» **Your instructions**: Give back the data below exactly, with every line kept the same.

» **Material for this exercise**:
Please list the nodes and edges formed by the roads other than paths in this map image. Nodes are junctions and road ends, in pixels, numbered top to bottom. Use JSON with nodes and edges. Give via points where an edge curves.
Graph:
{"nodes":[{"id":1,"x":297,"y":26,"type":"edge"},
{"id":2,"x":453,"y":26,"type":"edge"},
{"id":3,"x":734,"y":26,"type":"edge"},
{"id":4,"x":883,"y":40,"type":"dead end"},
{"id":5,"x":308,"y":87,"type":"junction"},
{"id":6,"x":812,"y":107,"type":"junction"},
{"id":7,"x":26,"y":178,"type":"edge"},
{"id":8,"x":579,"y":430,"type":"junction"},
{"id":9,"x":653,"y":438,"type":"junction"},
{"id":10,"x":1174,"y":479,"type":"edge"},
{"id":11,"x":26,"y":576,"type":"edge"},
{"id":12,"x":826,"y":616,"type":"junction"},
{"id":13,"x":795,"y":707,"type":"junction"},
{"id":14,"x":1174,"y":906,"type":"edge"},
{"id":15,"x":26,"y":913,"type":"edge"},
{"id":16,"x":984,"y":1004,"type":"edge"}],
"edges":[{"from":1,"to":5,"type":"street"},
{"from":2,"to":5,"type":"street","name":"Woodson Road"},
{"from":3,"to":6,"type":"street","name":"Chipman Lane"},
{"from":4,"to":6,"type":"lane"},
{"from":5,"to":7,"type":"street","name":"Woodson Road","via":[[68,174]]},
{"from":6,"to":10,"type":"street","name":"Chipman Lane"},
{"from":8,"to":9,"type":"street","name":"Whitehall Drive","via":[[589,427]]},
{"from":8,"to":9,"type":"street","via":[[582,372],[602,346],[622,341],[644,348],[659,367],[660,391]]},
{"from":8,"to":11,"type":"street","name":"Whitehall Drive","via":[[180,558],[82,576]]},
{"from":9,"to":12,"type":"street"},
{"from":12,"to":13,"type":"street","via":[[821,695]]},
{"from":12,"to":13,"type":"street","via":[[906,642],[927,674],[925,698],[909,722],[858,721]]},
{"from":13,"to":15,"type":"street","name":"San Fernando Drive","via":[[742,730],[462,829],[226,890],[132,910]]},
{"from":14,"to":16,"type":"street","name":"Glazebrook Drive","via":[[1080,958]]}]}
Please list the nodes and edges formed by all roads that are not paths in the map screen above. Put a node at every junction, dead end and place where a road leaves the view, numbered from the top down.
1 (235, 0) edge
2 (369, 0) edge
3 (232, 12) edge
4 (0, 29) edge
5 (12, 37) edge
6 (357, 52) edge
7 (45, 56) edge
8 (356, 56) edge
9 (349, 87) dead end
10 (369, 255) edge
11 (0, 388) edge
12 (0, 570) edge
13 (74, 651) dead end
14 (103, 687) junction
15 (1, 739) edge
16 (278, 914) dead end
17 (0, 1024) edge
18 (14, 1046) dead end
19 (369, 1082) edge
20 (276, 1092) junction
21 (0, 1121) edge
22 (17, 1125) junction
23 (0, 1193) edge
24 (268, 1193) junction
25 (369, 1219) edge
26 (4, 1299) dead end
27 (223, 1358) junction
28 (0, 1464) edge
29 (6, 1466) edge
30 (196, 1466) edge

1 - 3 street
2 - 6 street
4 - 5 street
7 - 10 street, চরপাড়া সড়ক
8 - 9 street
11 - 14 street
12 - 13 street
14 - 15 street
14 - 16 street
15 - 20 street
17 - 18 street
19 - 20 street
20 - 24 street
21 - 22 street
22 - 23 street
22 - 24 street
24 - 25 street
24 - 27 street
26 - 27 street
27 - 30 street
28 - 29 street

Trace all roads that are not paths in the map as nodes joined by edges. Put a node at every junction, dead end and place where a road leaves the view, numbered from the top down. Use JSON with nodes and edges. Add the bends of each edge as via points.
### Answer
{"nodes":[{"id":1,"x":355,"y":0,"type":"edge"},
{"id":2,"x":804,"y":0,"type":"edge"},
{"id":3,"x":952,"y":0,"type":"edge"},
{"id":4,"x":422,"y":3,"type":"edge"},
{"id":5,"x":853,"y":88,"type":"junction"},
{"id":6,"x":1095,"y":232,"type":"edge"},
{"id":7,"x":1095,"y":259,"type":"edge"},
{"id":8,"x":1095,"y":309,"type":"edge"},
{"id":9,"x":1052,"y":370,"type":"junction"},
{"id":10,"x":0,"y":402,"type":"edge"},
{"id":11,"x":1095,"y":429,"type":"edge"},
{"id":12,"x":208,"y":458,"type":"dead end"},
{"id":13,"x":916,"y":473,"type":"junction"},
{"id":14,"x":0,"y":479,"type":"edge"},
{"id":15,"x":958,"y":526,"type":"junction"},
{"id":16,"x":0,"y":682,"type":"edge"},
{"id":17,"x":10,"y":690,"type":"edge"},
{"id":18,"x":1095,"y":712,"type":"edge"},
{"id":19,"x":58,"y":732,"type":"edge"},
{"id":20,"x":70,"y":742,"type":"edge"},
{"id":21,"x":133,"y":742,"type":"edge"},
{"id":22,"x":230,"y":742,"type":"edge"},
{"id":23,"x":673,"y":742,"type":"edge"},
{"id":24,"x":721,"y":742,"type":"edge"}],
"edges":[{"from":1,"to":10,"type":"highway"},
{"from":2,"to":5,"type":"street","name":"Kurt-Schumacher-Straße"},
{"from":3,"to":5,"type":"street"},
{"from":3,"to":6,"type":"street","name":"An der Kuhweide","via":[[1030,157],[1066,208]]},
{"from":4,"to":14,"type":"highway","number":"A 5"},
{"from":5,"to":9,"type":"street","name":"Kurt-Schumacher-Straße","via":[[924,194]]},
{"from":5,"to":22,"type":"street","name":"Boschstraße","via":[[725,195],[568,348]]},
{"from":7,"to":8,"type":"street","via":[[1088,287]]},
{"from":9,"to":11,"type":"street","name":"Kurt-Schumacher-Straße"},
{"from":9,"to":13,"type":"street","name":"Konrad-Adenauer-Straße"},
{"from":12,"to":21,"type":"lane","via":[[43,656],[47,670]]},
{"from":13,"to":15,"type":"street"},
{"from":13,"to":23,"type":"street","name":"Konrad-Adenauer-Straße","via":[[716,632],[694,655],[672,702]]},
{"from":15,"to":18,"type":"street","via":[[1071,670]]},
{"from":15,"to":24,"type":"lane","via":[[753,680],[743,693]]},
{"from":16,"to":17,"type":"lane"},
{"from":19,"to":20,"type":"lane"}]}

» **Written reply**:
Please list the nodes and edges formed by the roads other than paths in this map image. Nodes are junctions and road ends, in pixels, numbered top to bottom. Use JSON with nodes and edges. Give via points where an edge curves.
Graph:
{"nodes":[{"id":1,"x":297,"y":26,"type":"edge"},
{"id":2,"x":453,"y":26,"type":"edge"},
{"id":3,"x":734,"y":26,"type":"edge"},
{"id":4,"x":883,"y":40,"type":"dead end"},
{"id":5,"x":308,"y":87,"type":"junction"},
{"id":6,"x":812,"y":107,"type":"junction"},
{"id":7,"x":26,"y":178,"type":"edge"},
{"id":8,"x":579,"y":430,"type":"junction"},
{"id":9,"x":653,"y":438,"type":"junction"},
{"id":10,"x":1174,"y":479,"type":"edge"},
{"id":11,"x":26,"y":576,"type":"edge"},
{"id":12,"x":826,"y":616,"type":"junction"},
{"id":13,"x":795,"y":707,"type":"junction"},
{"id":14,"x":1174,"y":906,"type":"edge"},
{"id":15,"x":26,"y":913,"type":"edge"},
{"id":16,"x":984,"y":1004,"type":"edge"}],
"edges":[{"from":1,"to":5,"type":"street"},
{"from":2,"to":5,"type":"street","name":"Woodson Road"},
{"from":3,"to":6,"type":"street","name":"Chipman Lane"},
{"from":4,"to":6,"type":"lane"},
{"from":5,"to":7,"type":"street","name":"Woodson Road","via":[[68,174]]},
{"from":6,"to":10,"type":"street","name":"Chipman Lane"},
{"from":8,"to":9,"type":"street","name":"Whitehall Drive","via":[[589,427]]},
{"from":8,"to":9,"type":"street","via":[[582,372],[602,346],[622,341],[644,348],[659,367],[660,391]]},
{"from":8,"to":11,"type":"street","name":"Whitehall Drive","via":[[180,558],[82,576]]},
{"from":9,"to":12,"type":"street"},
{"from":12,"to":13,"type":"street","via":[[821,695]]},
{"from":12,"to":13,"type":"street","via":[[906,642],[927,674],[925,698],[909,722],[858,721]]},
{"from":13,"to":15,"type":"street","name":"San Fernando Drive","via":[[742,730],[462,829],[226,890],[132,910]]},
{"from":14,"to":16,"type":"street","name":"Glazebrook Drive","via":[[1080,958]]}]}
Please list the nodes and edges formed by all roads that are not paths in the map screen above. Put a node at every junction, dead end and place where a road leaves the view, numbered from the top down.
1 (235, 0) edge
2 (369, 0) edge
3 (232, 12) edge
4 (0, 29) edge
5 (12, 37) edge
6 (357, 52) edge
7 (45, 56) edge
8 (356, 56) edge
9 (349, 87) dead end
10 (369, 255) edge
11 (0, 388) edge
12 (0, 570) edge
13 (74, 651) dead end
14 (103, 687) junction
15 (1, 739) edge
16 (278, 914) dead end
17 (0, 1024) edge
18 (14, 1046) dead end
19 (369, 1082) edge
20 (276, 1092) junction
21 (0, 1121) edge
22 (17, 1125) junction
23 (0, 1193) edge
24 (268, 1193) junction
25 (369, 1219) edge
26 (4, 1299) dead end
27 (223, 1358) junction
28 (0, 1464) edge
29 (6, 1466) edge
30 (196, 1466) edge

1 - 3 street
2 - 6 street
4 - 5 street
7 - 10 street, চরপাড়া সড়ক
8 - 9 street
11 - 14 street
12 - 13 street
14 - 15 street
14 - 16 street
15 - 20 street
17 - 18 street
19 - 20 street
20 - 24 street
21 - 22 street
22 - 23 street
22 - 24 street
24 - 25 street
24 - 27 street
26 - 27 street
27 - 30 street
28 - 29 street

Trace all roads that are not paths in the map as nodes joined by edges. Put a node at every junction, dead end and place where a road leaves the view, numbered from the top down. Use JSON with nodes and edges. Add the bends of each edge as via points.
### Answer
{"nodes":[{"id":1,"x":355,"y":0,"type":"edge"},
{"id":2,"x":804,"y":0,"type":"edge"},
{"id":3,"x":952,"y":0,"type":"edge"},
{"id":4,"x":422,"y":3,"type":"edge"},
{"id":5,"x":853,"y":88,"type":"junction"},
{"id":6,"x":1095,"y":232,"type":"edge"},
{"id":7,"x":1095,"y":259,"type":"edge"},
{"id":8,"x":1095,"y":309,"type":"edge"},
{"id":9,"x":1052,"y":370,"type":"junction"},
{"id":10,"x":0,"y":402,"type":"edge"},
{"id":11,"x":1095,"y":429,"type":"edge"},
{"id":12,"x":208,"y":458,"type":"dead end"},
{"id":13,"x":916,"y":473,"type":"junction"},
{"id":14,"x":0,"y":479,"type":"edge"},
{"id":15,"x":958,"y":526,"type":"junction"},
{"id":16,"x":0,"y":682,"type":"edge"},
{"id":17,"x":10,"y":690,"type":"edge"},
{"id":18,"x":1095,"y":712,"type":"edge"},
{"id":19,"x":58,"y":732,"type":"edge"},
{"id":20,"x":70,"y":742,"type":"edge"},
{"id":21,"x":133,"y":742,"type":"edge"},
{"id":22,"x":230,"y":742,"type":"edge"},
{"id":23,"x":673,"y":742,"type":"edge"},
{"id":24,"x":721,"y":742,"type":"edge"}],
"edges":[{"from":1,"to":10,"type":"highway"},
{"from":2,"to":5,"type":"street","name":"Kurt-Schumacher-Straße"},
{"from":3,"to":5,"type":"street"},
{"from":3,"to":6,"type":"street","name":"An der Kuhweide","via":[[1030,157],[1066,208]]},
{"from":4,"to":14,"type":"highway","number":"A 5"},
{"from":5,"to":9,"type":"street","name":"Kurt-Schumacher-Straße","via":[[924,194]]},
{"from":5,"to":22,"type":"street","name":"Boschstraße","via":[[725,195],[568,348]]},
{"from":7,"to":8,"type":"street","via":[[1088,287]]},
{"from":9,"to":11,"type":"street","name":"Kurt-Schumacher-Straße"},
{"from":9,"to":13,"type":"street","name":"Konrad-Adenauer-Straße"},
{"from":12,"to":21,"type":"lane","via":[[43,656],[47,670]]},
{"from":13,"to":15,"type":"street"},
{"from":13,"to":23,"type":"street","name":"Konrad-Adenauer-Straße","via":[[716,632],[694,655],[672,702]]},
{"from":15,"to":18,"type":"street","via":[[1071,670]]},
{"from":15,"to":24,"type":"lane","via":[[753,680],[743,693]]},
{"from":16,"to":17,"type":"lane"},
{"from":19,"to":20,"type":"lane"}]}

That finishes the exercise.